(Records from a data source)

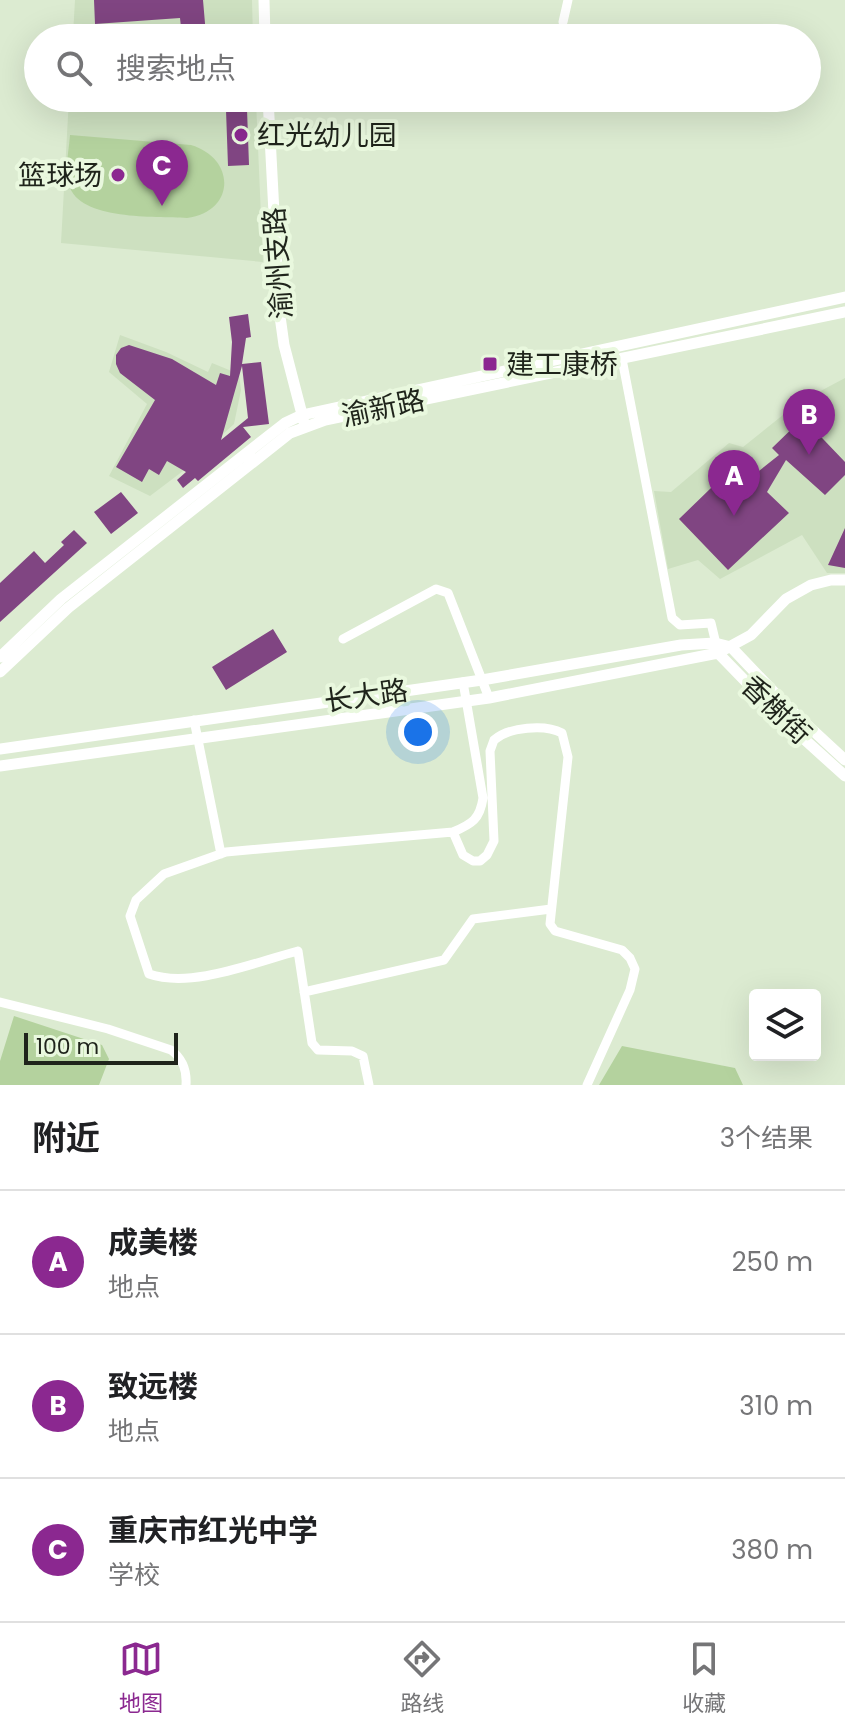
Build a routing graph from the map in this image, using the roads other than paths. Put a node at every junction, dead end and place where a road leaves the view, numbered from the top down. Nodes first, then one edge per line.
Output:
1 (264, 0) edge
2 (568, 0) edge
3 (563, 22) dead end
4 (265, 24) edge
5 (269, 112) edge
6 (845, 297) edge
7 (845, 312) edge
8 (622, 359) junction
9 (304, 420) junction
10 (845, 580) edge
11 (343, 639) dead end
12 (731, 647) junction
13 (717, 648) junction
14 (0, 657) edge
15 (0, 672) edge
16 (482, 680) junction
17 (463, 682) junction
18 (489, 698) junction
19 (466, 701) junction
20 (194, 720) junction
21 (197, 738) junction
22 (3, 747) edge
23 (845, 760) edge
24 (0, 766) edge
25 (845, 776) edge
26 (453, 832) junction
27 (221, 854) junction
28 (551, 909) junction
29 (304, 992) junction
30 (0, 1002) edge
31 (186, 1085) edge
32 (369, 1085) edge
33 (587, 1085) edge

1 - 4 street
2 - 3 street
5 - 9 street, 渝州支路
6 - 9 street, 渝新路
7 - 8 street, 渝新路
8 - 9 street, 渝新路
8 - 13 street
9 - 14 street, 渝新路
9 - 15 street, 渝新路
10 - 12 street, 香榭街
11 - 16 street
12 - 13 street, 香榭街
12 - 23 street, 香榭街
13 - 16 street, 长大路
13 - 18 street, 长大路
13 - 25 street, 香榭街
16 - 17 street, 长大路
16 - 18 street
17 - 19 street
17 - 20 street, 长大路
18 - 19 street, 长大路
19 - 21 street, 长大路
19 - 26 street
20 - 21 street
20 - 22 street, 长大路
21 - 24 street, 长大路
21 - 27 street
26 - 27 street
26 - 28 street
27 - 29 street
28 - 29 street
28 - 33 street
29 - 32 street
30 - 31 street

The task -
Output all the data, exactly, without images.

Task solution -
Build a routing graph from the map in this image, using the roads other than paths. Put a node at every junction, dead end and place where a road leaves the view, numbered from the top down. Nodes first, then one edge per line.
Output:
1 (264, 0) edge
2 (568, 0) edge
3 (563, 22) dead end
4 (265, 24) edge
5 (269, 112) edge
6 (845, 297) edge
7 (845, 312) edge
8 (622, 359) junction
9 (304, 420) junction
10 (845, 580) edge
11 (343, 639) dead end
12 (731, 647) junction
13 (717, 648) junction
14 (0, 657) edge
15 (0, 672) edge
16 (482, 680) junction
17 (463, 682) junction
18 (489, 698) junction
19 (466, 701) junction
20 (194, 720) junction
21 (197, 738) junction
22 (3, 747) edge
23 (845, 760) edge
24 (0, 766) edge
25 (845, 776) edge
26 (453, 832) junction
27 (221, 854) junction
28 (551, 909) junction
29 (304, 992) junction
30 (0, 1002) edge
31 (186, 1085) edge
32 (369, 1085) edge
33 (587, 1085) edge

1 - 4 street
2 - 3 street
5 - 9 street, 渝州支路
6 - 9 street, 渝新路
7 - 8 street, 渝新路
8 - 9 street, 渝新路
8 - 13 street
9 - 14 street, 渝新路
9 - 15 street, 渝新路
10 - 12 street, 香榭街
11 - 16 street
12 - 13 street, 香榭街
12 - 23 street, 香榭街
13 - 16 street, 长大路
13 - 18 street, 长大路
13 - 25 street, 香榭街
16 - 17 street, 长大路
16 - 18 street
17 - 19 street
17 - 20 street, 长大路
18 - 19 street, 长大路
19 - 21 street, 长大路
19 - 26 street
20 - 21 street
20 - 22 street, 长大路
21 - 24 street, 长大路
21 - 27 street
26 - 27 street
26 - 28 street
27 - 29 street
28 - 29 street
28 - 33 street
29 - 32 street
30 - 31 street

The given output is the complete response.